[Opening GIVEN INFORMATION section]

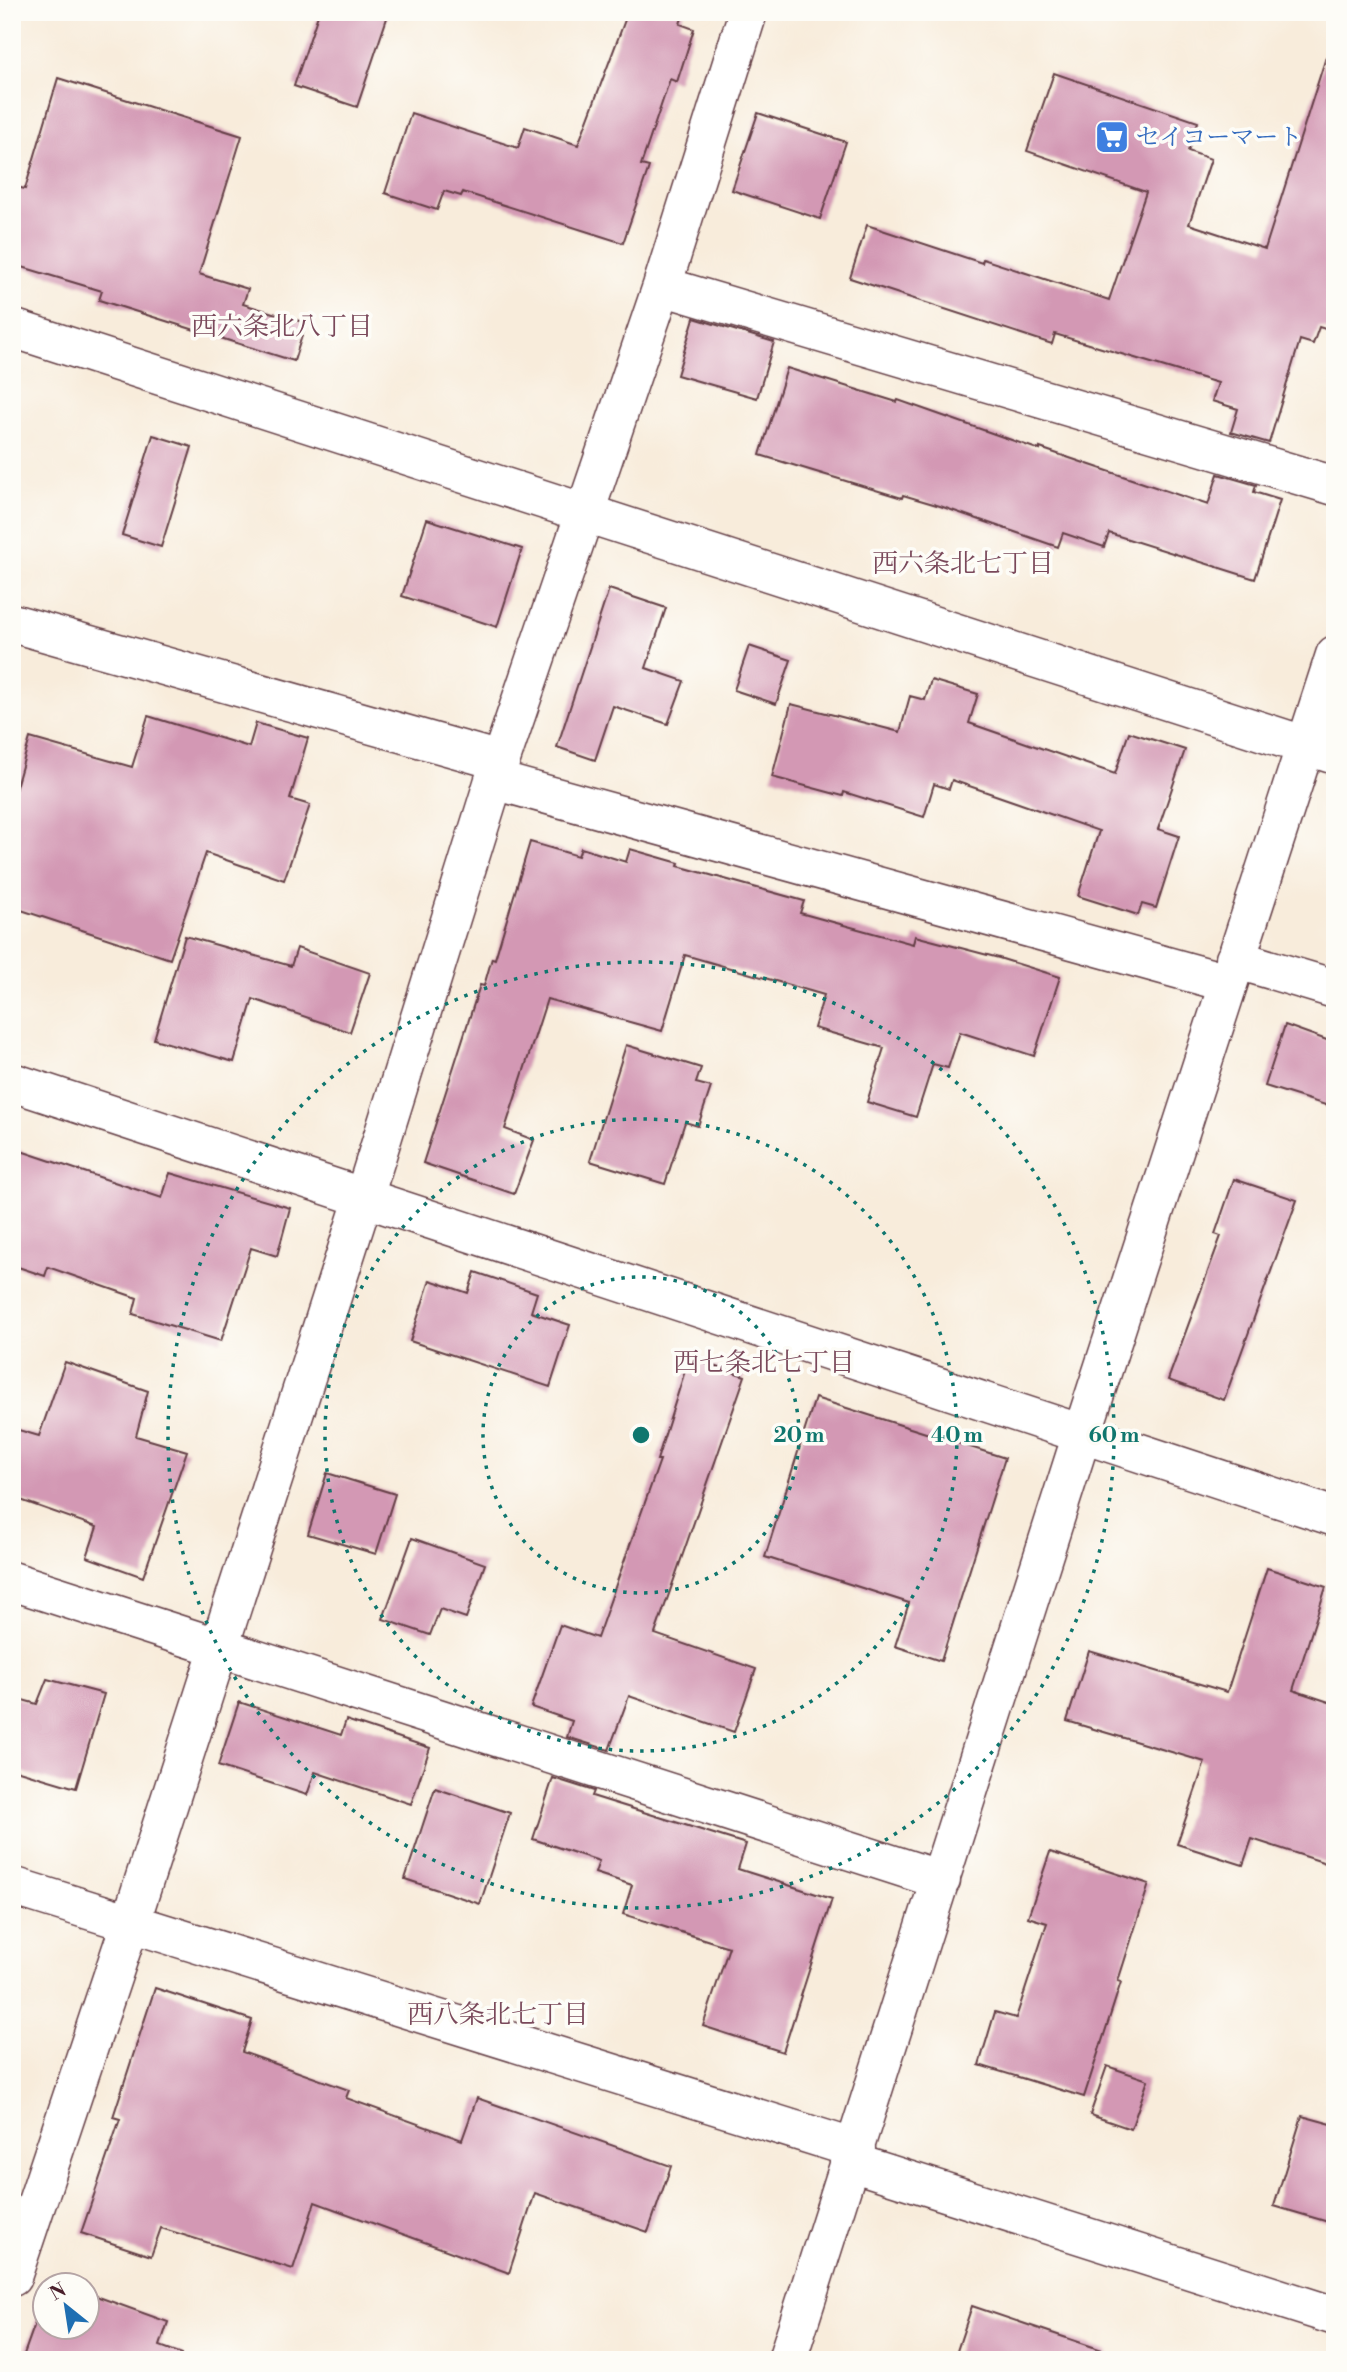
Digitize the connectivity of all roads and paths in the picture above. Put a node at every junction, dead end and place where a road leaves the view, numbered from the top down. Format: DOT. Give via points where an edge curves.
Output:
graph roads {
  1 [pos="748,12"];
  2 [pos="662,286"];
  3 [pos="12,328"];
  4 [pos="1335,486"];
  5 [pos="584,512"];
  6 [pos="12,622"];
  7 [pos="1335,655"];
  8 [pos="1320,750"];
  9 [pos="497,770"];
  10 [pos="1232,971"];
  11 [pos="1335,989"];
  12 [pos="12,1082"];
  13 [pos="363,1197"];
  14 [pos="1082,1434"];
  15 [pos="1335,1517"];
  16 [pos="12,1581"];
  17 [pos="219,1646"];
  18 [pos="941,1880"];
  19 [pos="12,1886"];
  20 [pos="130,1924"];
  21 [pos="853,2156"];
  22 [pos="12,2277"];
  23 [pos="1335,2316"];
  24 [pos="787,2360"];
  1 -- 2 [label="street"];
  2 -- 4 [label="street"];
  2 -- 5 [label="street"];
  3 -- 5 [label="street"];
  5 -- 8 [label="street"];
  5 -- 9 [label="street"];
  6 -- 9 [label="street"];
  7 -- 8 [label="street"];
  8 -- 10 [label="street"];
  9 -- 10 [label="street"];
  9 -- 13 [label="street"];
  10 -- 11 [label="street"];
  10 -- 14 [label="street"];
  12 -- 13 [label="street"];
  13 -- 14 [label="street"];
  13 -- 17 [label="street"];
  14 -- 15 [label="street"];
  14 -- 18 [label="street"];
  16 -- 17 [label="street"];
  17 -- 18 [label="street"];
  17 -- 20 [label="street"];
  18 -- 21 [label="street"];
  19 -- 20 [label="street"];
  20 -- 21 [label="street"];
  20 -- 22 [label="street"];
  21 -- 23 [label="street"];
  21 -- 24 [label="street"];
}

[Closing GIVEN INFORMATION section]
[Opening GIVEN INFORMATION section]

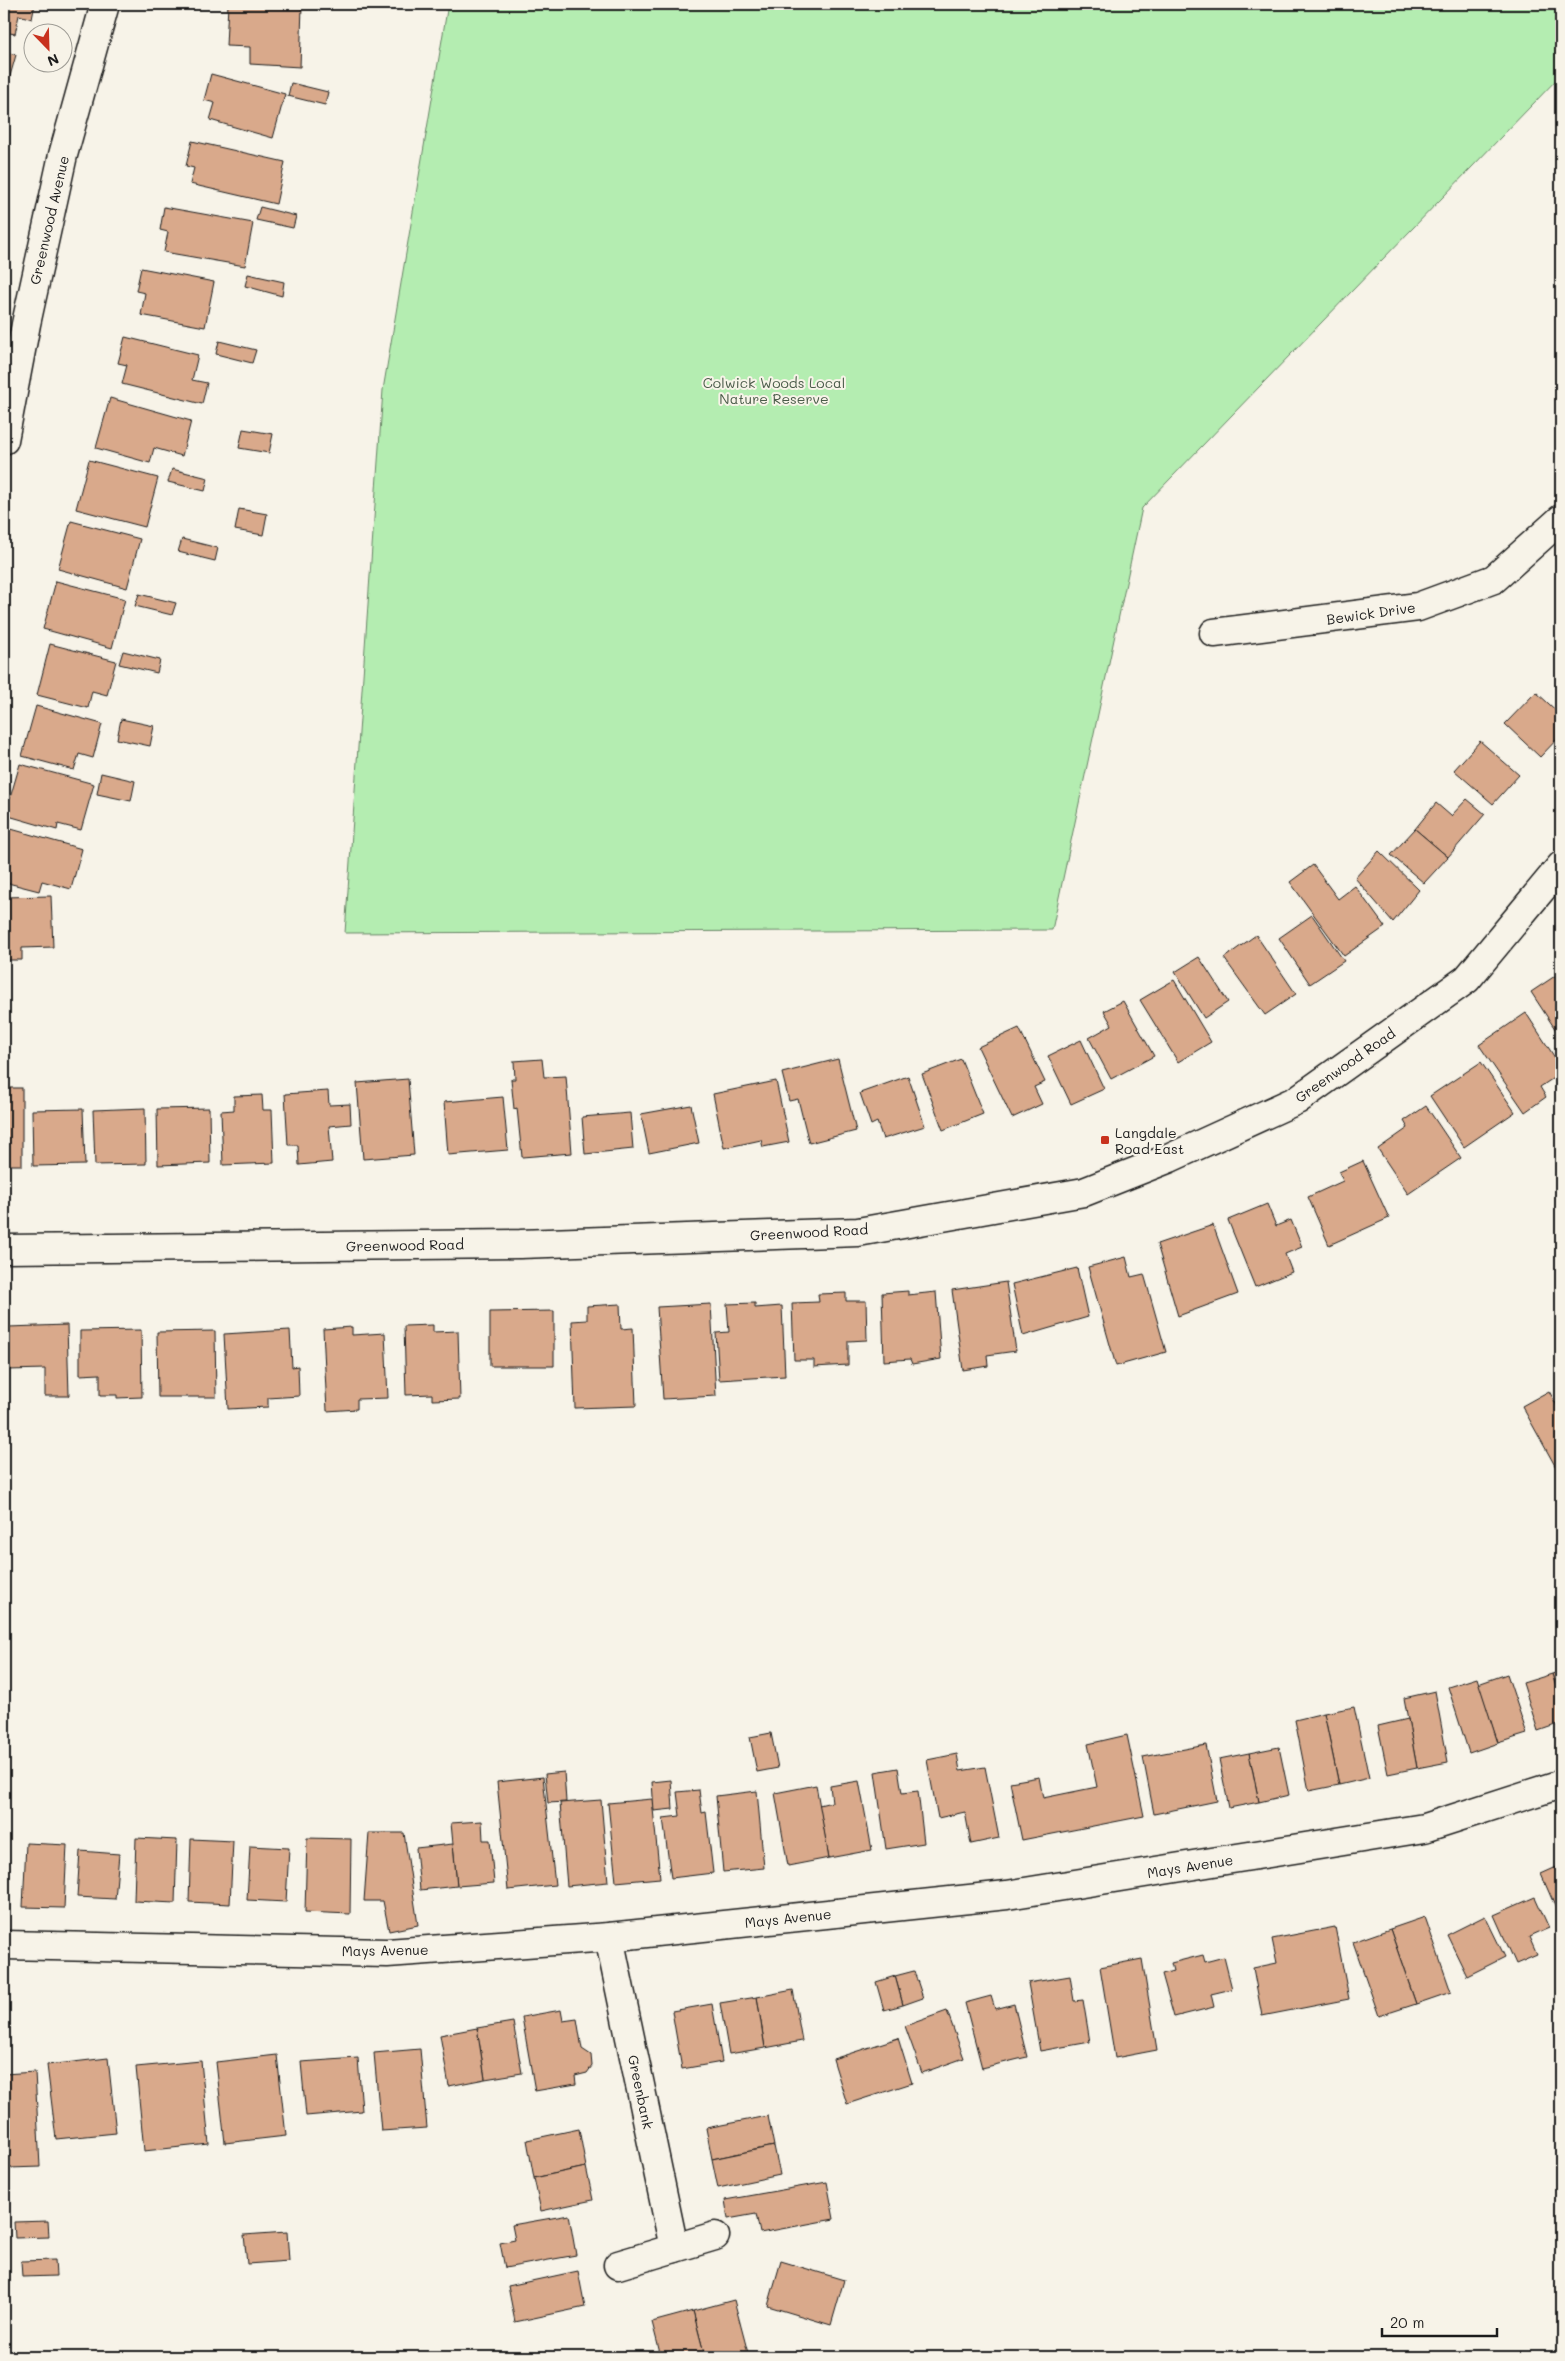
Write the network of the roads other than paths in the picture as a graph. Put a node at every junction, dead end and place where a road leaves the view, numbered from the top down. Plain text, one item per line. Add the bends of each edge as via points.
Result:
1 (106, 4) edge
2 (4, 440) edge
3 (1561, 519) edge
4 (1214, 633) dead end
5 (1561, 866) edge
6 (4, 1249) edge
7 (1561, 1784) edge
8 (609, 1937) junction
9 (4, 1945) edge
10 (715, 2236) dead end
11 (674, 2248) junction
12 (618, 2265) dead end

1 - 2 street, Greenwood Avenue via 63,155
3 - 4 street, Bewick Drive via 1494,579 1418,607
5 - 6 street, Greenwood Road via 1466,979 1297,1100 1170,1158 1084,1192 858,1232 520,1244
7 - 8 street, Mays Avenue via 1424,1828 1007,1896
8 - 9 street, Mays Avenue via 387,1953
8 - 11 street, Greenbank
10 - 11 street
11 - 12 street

[Closing GIVEN INFORMATION section]

ACTION ITEM - Copy every line of the listing that includes the string "down".

ANSWER SPACE -
Digitize the connectivity of all roads and paths in the picture above. Put a node at every junction, dead end and place where a road leaves the view, numbered from the top down. Format: DOT. Give via points where an edge curves.
Write the network of the roads other than paths in the picture as a graph. Put a node at every junction, dead end and place where a road leaves the view, numbered from the top down. Plain text, one item per line. Add the bends of each edge as via points.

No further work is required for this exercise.